OBS: under construction!
This is the repsitory for all the code in the project.
Currently containing
- AMLsim: A simulator for generating transaction networks used in anti-money laundering research.
- transaction-network-explorer: A tool for exploring transaction networks.
- federated-learning: A framework for training a model on a distributed dataset.
- gnn: graph neural network models for transaction networks.
- tab-ddpm: A ml model for generating sythetic tabular data.*
AMLsim is a simulator for generating transaction networks used in anti-money laundering research. It is based on the simulator by IBM (TODO: add link) and is extended to utilize distributions and model behavioural features. This version is designed to generate SWISH data of personal accounts. It can simulate income and outcome for accounts, as well as known transactions patterns of normal and suspisious behaviour. In short, it has two parts: a python part for generating the transaction network and a java part for simulating the behaviour of the agents. The simulation is controlled by 6 parameter files:
- 1 json file, which defines behviours of accounts and some paths varibles used during the simulation.
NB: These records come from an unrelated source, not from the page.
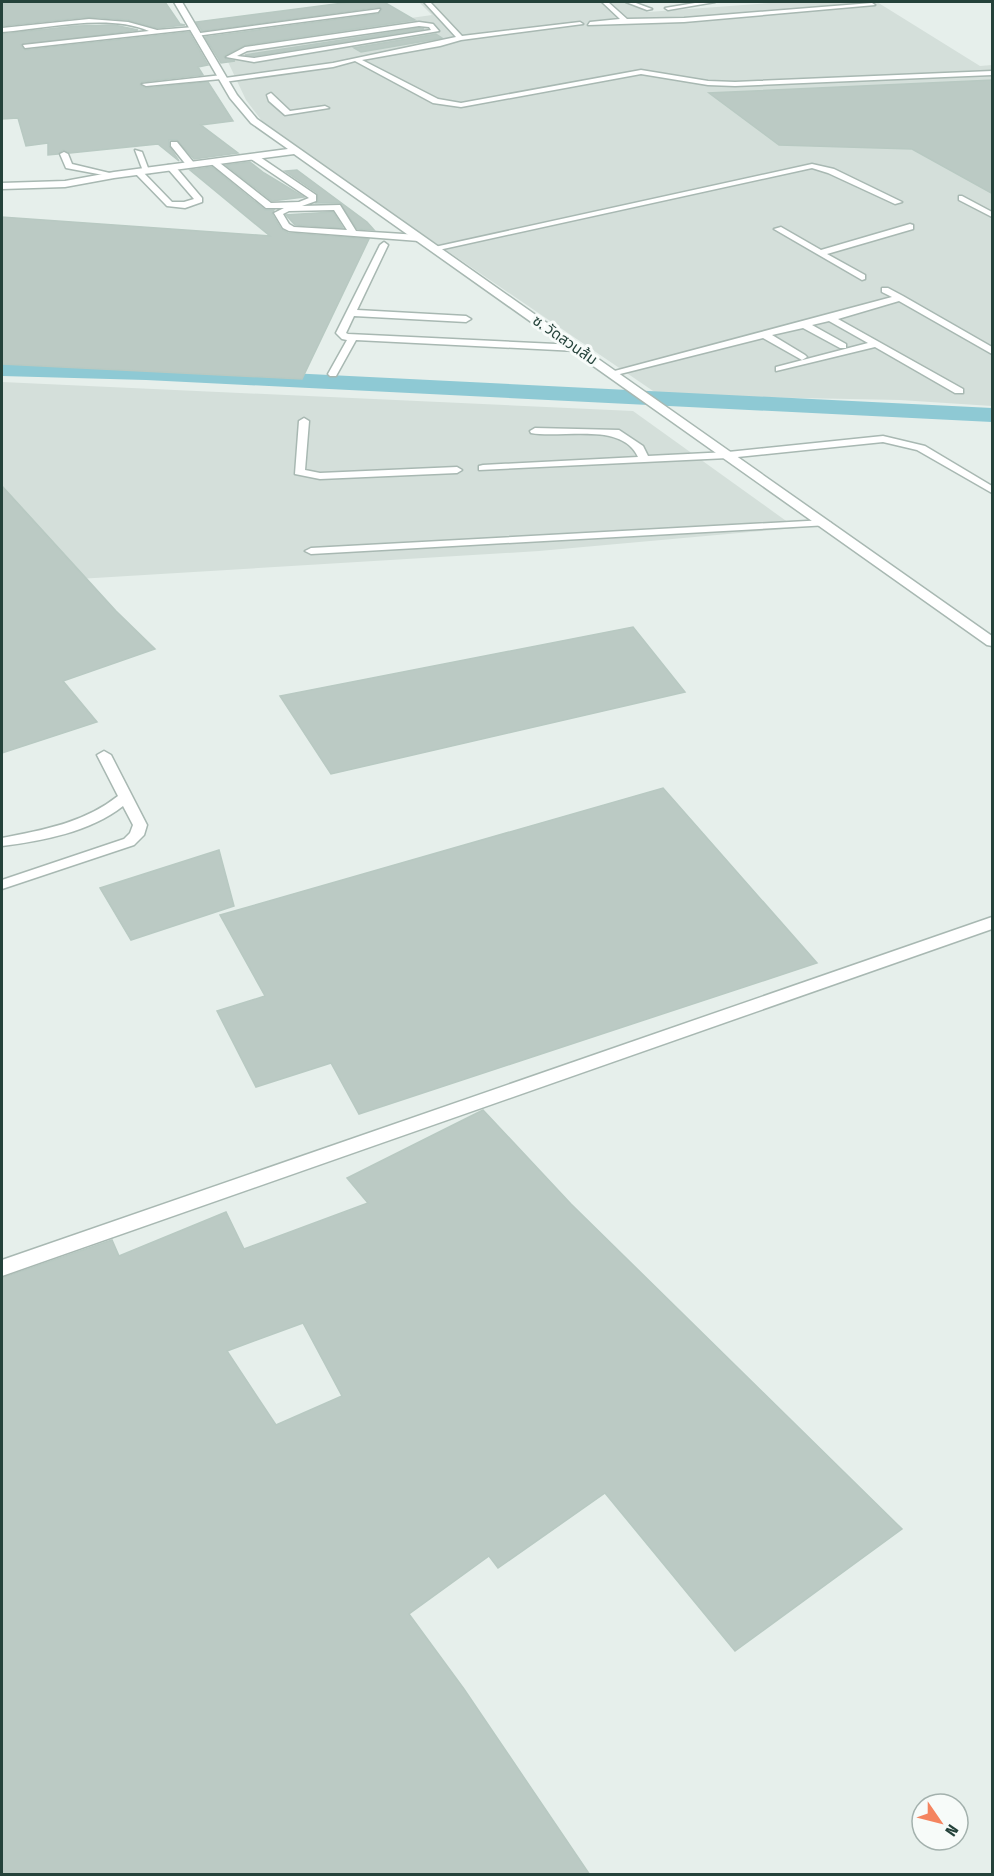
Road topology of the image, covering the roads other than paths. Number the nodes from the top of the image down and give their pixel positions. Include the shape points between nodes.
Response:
1 (177, 2) edge
2 (428, 2) edge
3 (605, 2) edge
4 (629, 2) edge
5 (712, 2) edge
6 (872, 5) dead end
7 (668, 8) dead end
8 (649, 9) dead end
9 (378, 10) dead end
10 (625, 21) junction
11 (580, 24) dead end
12 (590, 24) dead end
13 (266, 25) junction
14 (2, 30) edge
15 (273, 30) dead end
16 (156, 32) junction
17 (195, 32) junction
18 (460, 38) junction
19 (25, 46) dead end
20 (230, 57) junction
21 (212, 59) junction
22 (356, 59) junction
23 (993, 73) edge
24 (223, 79) junction
25 (146, 84) dead end
26 (267, 86) junction
27 (324, 108) dead end
28 (174, 144) dead end
29 (295, 151) junction
30 (138, 152) dead end
31 (64, 154) dead end
32 (254, 157) junction
33 (213, 162) junction
34 (191, 165) junction
35 (171, 167) junction
36 (142, 171) junction
37 (114, 175) junction
38 (2, 186) edge
39 (962, 198) dead end
40 (898, 202) dead end
41 (993, 215) edge
42 (910, 227) dead end
43 (778, 229) dead end
44 (354, 234) junction
45 (418, 238) junction
46 (384, 245) dead end
47 (434, 248) junction
48 (820, 253) junction
49 (862, 277) dead end
50 (885, 290) dead end
51 (900, 298) junction
52 (351, 313) junction
53 (830, 318) junction
54 (466, 319) dead end
55 (805, 325) junction
56 (765, 335) junction
57 (354, 338) junction
58 (877, 344) junction
59 (843, 346) dead end
60 (577, 348) junction
61 (993, 351) edge
62 (802, 357) dead end
63 (779, 369) dead end
64 (612, 373) junction
65 (333, 374) dead end
66 (959, 391) dead end
67 (304, 421) dead end
68 (535, 431) dead end
69 (728, 454) junction
70 (644, 459) junction
71 (483, 468) dead end
72 (457, 470) dead end
73 (993, 490) edge
74 (825, 523) junction
75 (311, 551) dead end
76 (993, 642) edge
77 (104, 755) dead end
78 (125, 797) junction
79 (2, 842) edge
80 (2, 885) edge
81 (993, 923) edge
82 (2, 1268) edge

1 - 17 street, ซ. วัดสวนส้ม
2 - 18 lane
3 - 10 lane
4 - 8 lane
5 - 7 lane
6 - 10 lane
9 - 13 lane
10 - 12 lane
11 - 18 lane
13 - 15 lane
13 - 17 lane
14 - 16 lane via 96,21
16 - 17 lane
16 - 19 lane
17 - 21 street, ซ. วัดสวนส้ม
18 - 22 lane
20 - 20 lane via 245,49 418,24 431,25 436,30 254,60
20 - 21 lane
21 - 24 street, ซ. วัดสวนส้ม
22 - 23 lane via 436,101 461,105 641,72 735,84
22 - 26 lane
24 - 25 lane
24 - 26 lane
24 - 29 street, ซ. วัดสวนส้ม via 254,121
26 - 27 lane via 288,113
28 - 34 lane
29 - 32 street
29 - 45 street, ซ. วัดสวนส้ม
30 - 36 lane
31 - 37 lane via 69,166
32 - 33 street
32 - 33 lane via 313,199 269,206
33 - 34 street
34 - 35 street
35 - 36 street
35 - 36 lane via 199,200 186,205 170,204
36 - 37 street
37 - 38 street via 65,184
39 - 41 lane
40 - 47 lane via 812,166
42 - 48 lane
43 - 48 lane
44 - 44 lane via 337,207 321,219
44 - 45 lane
45 - 47 street, ซ. วัดสวนส้ม
46 - 52 lane
47 - 60 street, ซ. วัดสวนส้ม
48 - 49 lane
50 - 51 lane
51 - 53 lane
51 - 61 lane
52 - 54 lane
52 - 57 lane via 341,333
53 - 55 lane
53 - 58 lane
55 - 56 lane
55 - 59 lane
56 - 62 lane
56 - 64 lane
57 - 60 lane
57 - 65 lane
58 - 63 lane
58 - 66 lane
60 - 64 street, ซ. วัดสวนส้ม
64 - 69 street, ซ. วัดสวนส้ม
67 - 72 lane via 299,472 302,474
68 - 70 lane via 615,432 639,448
69 - 70 lane
69 - 73 lane via 894,440 921,448
69 - 74 street, ซ. วัดสวนส้ม
70 - 71 lane
74 - 75 lane
74 - 76 street, ซ. วัดสวนส้ม
77 - 78 lane
78 - 79 lane via 113,809 82,822
78 - 80 lane via 140,825 129,842
81 - 82 street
- 5 csv files, which defines some inital condtions and together defines the structure of the transaction network.
The output of the simulation is a csv file with all the transactions.
- SAR: Suspicious Activity Report - accounts or transactions that are labeled as suspisious by the bank
- SWISH: Swedish Instant Payment System - a mobile payment system used in Sweden
- AML: Anti-Money Laundering - the process of detecting and preventing money laundering
- Transaction: A SWISH transaction between two accounts
- Income: A transaction from a source to and an account (not a SWISH transaction)
- Outcome: A transaction from an account to a sink (not a SWISH transaction)
- pull image from thecoldice/amlsim:latest on dockerhub
Dependencies: python3.7, java, maven
- clone repo
- move into AMlsim folder
- install python dependencies:
pip install -r requirements.txt
orconda env create -f AMLamlsim.yml
- install java dependencies:
mvn install:install-file -Dfile=jars/mason.20.jar -DgroupId=mason -DartifactId=mason -Dversion=20 -Dpackaging=jar -DgeneratePom=true
- Create a folder for the outputs:
mkdir outputs
- (Only for manual) Create a temporary folder for storing pyhton output:
mkdir tmp
- Create a folder for the simulation paramters:
mkdir paramFiles
- In paramFiles create a folder for a new simulation, e.g.
mkdir paramFiles/simulation1
- In the simulation folder, create these files: conf.json, accounts.csv, normalModels.csv, alertPatterns.csv, degree.csv and transactionTypes.csv
- Specify the parameters in the files (see below)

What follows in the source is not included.